Constant Temperature Data Table
| Step | Pressure (atm) | Temperature (K) | Observations |
|---|---|---|---|
| Step 3 | |||
| Step 4 | |||
| Step 5 | |||
| Step 6 |
Constant Pressure
| Step | Time | Pressure (atm) | Temperature (K) | Observations |
|---|---|---|---|---|
| Step 2 | 0 seconds | |||
| 30 seconds | ||||
| Step 3 |
Constant Volume
| Step | Pressure (atm) | Temperature (K) | Observations |
|---|---|---|---|
| Step 2 | |||
| Step 3 |
Data Analysis
In the Data Analysis section of your Gas Properties Scientific Investigation Report, provide the responses to the following questions:
Constant Temperature
- What does the pump control in this experiment?
- What does the handle on the wall control in this experiment?
- What purpose does the lid serve in this experiment?
- Why did the lid blow off in step four when the temperature was held constant?
Constant Pressure
- Why did the wall move towards the left when gas entered the chamber?

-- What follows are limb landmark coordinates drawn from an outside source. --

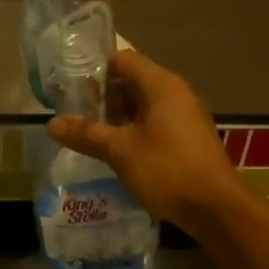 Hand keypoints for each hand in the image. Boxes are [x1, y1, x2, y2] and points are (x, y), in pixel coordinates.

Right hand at [47, 50, 245, 232]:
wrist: (216, 207)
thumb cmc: (167, 170)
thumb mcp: (120, 151)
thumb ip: (86, 134)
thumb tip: (51, 124)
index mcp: (161, 85)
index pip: (123, 60)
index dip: (96, 71)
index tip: (71, 88)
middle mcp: (176, 93)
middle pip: (133, 81)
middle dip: (103, 96)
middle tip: (75, 114)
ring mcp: (185, 115)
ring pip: (144, 104)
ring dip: (117, 116)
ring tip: (90, 133)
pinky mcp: (188, 137)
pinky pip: (156, 122)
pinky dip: (134, 129)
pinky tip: (116, 150) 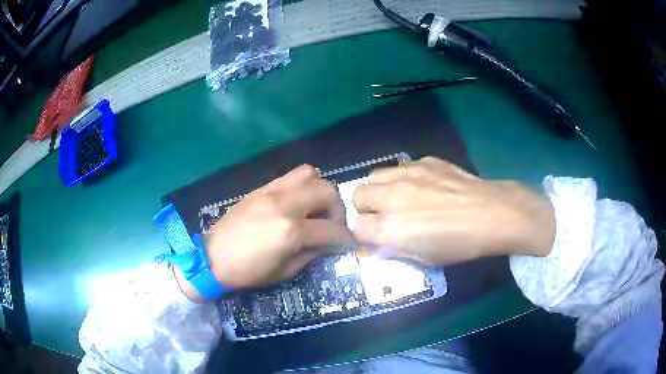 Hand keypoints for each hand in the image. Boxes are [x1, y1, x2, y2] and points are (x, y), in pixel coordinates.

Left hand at [203, 165, 353, 289]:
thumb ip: (313, 253)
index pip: (332, 229)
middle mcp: (285, 204)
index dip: (347, 238)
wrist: (213, 257)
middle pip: (327, 192)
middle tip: (332, 225)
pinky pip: (290, 176)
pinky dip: (303, 185)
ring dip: (320, 190)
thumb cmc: (249, 271)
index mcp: (291, 231)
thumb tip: (331, 244)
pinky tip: (298, 203)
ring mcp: (272, 191)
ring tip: (315, 209)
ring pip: (310, 174)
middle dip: (338, 209)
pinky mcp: (262, 187)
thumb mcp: (286, 271)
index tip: (351, 243)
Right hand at [352, 157, 554, 265]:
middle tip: (383, 215)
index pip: (357, 227)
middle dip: (366, 208)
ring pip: (375, 175)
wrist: (490, 214)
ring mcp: (407, 174)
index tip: (376, 236)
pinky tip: (423, 186)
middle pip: (358, 195)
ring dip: (380, 188)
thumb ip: (396, 249)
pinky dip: (403, 178)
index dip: (365, 234)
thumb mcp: (425, 259)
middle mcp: (391, 197)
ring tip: (397, 196)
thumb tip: (381, 243)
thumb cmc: (459, 245)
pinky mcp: (423, 161)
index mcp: (389, 228)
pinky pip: (401, 167)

- What happened when you used the handle to reset the volume of the chamber to its original size?
- What two variables changed in this experiment and why did those variables change?
Constant Volume
- Why did pressure build when you added gas to the chamber?

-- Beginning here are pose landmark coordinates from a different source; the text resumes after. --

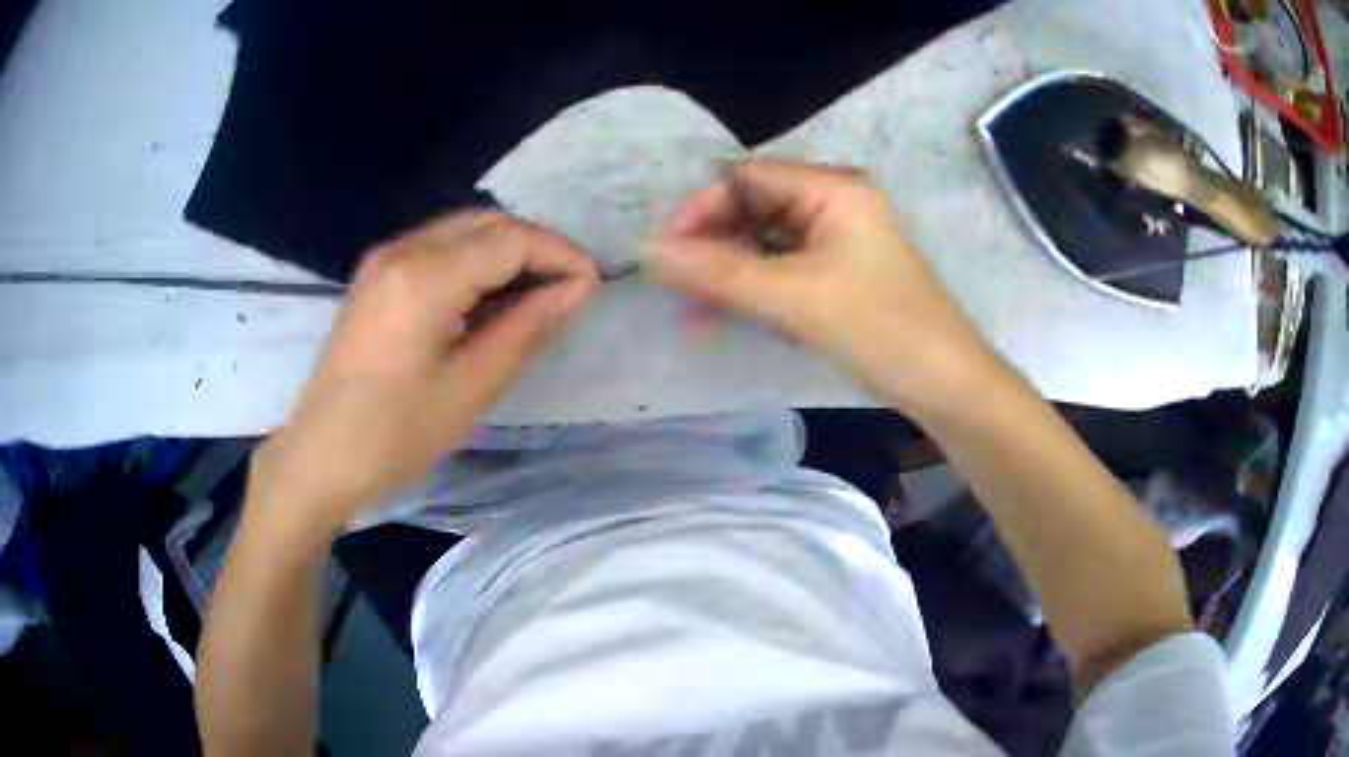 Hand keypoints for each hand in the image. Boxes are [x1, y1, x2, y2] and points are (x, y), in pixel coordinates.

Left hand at [247, 212, 598, 539]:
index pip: (510, 239)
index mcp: (425, 275)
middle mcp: (403, 248)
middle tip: (569, 290)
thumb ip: (527, 327)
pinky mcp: (377, 275)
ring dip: (506, 253)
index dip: (559, 254)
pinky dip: (475, 262)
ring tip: (536, 297)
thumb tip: (579, 288)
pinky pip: (439, 248)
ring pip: (463, 230)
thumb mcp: (470, 387)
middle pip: (487, 222)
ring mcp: (384, 258)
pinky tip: (489, 299)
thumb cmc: (395, 434)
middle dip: (536, 247)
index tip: (593, 284)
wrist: (320, 456)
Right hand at [652, 159, 1005, 417]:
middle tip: (677, 289)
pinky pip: (783, 270)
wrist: (945, 385)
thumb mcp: (795, 299)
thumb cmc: (881, 330)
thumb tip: (647, 252)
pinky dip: (755, 291)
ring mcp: (838, 240)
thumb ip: (719, 273)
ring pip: (765, 243)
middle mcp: (834, 204)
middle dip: (713, 247)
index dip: (701, 209)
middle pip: (754, 208)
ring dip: (730, 274)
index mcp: (833, 189)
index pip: (747, 178)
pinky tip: (732, 317)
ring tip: (697, 314)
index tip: (665, 253)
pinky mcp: (838, 274)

- How could you get the pressure to build to above 2 atm?
- How could you get the pressure to go below 1 atm?
Conclusion
Using the Gas Properties Scientific Investigation Report, compose three to four sentences describing an overall conclusion about the relationship between temperature, volume, and pressure. Base your conclusions on your data. Were your hypotheses true or false, how do you know? Use the data and notes that you collected from your simulation experience to form your conclusion. Make sure that your include information that your gained from data analysis to support your conclusion.
Experimental Sources of Error
On your Gas Properties Scientific Investigation Report, provide responses to the following questions: Are there any sources of error? If so, what are they, and what could be done to minimize error?
Once you have completed the Gas Properties Scientific Investigation Report, please submit your work to the dropbox.